VMware & ATS

Discussion in 'Automated Trading' started by WinstonTJ, Feb 14, 2012.

  1. Anyone running or using ESXi 5.0?

    Do you have two machines? If so could you ping between the two?

    I'm running at <.5ms but need to chop that in half quick.

    0.370 ms
    0.353 ms
    0.404 ms
    0.447 ms
    0.365 ms
    0.404 ms
    0.446 ms
    0.361 ms
    0.402 ms
    0.443 ms

    Times - Hardware might be better place to post this. Mods feel free to dump wherever.

    Looking for ANYONE who might have a VM on ESXi 5.0 (enterprise +) who has ping times less than 0.025ms between machines (same HW or HW to HW).

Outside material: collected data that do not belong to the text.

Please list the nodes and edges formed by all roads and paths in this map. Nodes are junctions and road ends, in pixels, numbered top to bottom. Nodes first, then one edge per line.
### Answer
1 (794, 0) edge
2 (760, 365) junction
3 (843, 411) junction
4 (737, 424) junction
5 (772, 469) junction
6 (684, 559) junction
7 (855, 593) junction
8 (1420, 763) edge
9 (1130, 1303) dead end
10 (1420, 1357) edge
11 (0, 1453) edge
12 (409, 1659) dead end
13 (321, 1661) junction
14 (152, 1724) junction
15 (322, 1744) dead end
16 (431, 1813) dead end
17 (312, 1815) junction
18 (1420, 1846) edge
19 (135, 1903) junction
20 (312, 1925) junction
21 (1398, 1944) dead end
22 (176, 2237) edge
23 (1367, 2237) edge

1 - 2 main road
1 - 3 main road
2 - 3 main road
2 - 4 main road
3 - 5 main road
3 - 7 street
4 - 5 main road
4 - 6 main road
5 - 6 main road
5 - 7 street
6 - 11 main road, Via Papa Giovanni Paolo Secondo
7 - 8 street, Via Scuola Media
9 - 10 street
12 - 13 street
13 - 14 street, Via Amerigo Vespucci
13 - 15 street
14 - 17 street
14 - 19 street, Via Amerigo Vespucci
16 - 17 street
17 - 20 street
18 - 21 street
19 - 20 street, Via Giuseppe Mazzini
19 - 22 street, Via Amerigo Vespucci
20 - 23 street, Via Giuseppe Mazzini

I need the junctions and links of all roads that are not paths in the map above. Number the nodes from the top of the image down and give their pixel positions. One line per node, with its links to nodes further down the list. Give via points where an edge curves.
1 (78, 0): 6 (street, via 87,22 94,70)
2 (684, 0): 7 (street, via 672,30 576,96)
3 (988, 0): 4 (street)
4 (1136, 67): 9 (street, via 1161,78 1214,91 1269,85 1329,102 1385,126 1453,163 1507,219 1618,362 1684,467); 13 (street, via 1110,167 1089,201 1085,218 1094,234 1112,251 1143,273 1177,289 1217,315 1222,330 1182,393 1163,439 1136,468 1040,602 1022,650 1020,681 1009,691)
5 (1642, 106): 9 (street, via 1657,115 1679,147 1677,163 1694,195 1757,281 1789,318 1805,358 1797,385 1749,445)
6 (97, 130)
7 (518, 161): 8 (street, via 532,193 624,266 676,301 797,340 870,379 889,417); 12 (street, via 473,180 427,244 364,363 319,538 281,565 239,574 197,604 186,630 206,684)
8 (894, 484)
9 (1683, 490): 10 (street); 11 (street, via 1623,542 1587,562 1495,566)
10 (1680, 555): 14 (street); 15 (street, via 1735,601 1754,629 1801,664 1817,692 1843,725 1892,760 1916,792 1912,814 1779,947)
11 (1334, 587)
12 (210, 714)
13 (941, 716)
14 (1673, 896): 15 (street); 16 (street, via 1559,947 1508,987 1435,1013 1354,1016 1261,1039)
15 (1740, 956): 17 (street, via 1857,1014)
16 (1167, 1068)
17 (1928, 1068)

  2. Can you describe your hardware?

    I am more a Hyper-V type, but here we go - the same applies to VmWare to my knowledge.

    it may depend on the network card. There are special cards / chips by Intel that have hardware queues. Basically the incomin etherner packets are not handled by the hHyper-V switch but aare pushed into a queue based on target MAC address... and the driver reads them out from the VM. This totaly kills all processing from the hypervisor (except the driver configuring the card) and significantly adds to performance under network load.

    THAT SAID: if you really need to get extremely fast, then basically skip the hypervisor. You always itnroduce latency of one sort and you have not determined behavior. Modern Hyper-Visors outside the mainframe so far do not allow locking cores to VM's so you always run the risk of having to wait for a time slice, even with higher priority than the other processes. If all cores are buy, it is a small delay.

    Plus you have additional processing - and I am quite sure super fast trading is not on the radar of companies like VmWare or Microsoft when optimizing their hypervisors.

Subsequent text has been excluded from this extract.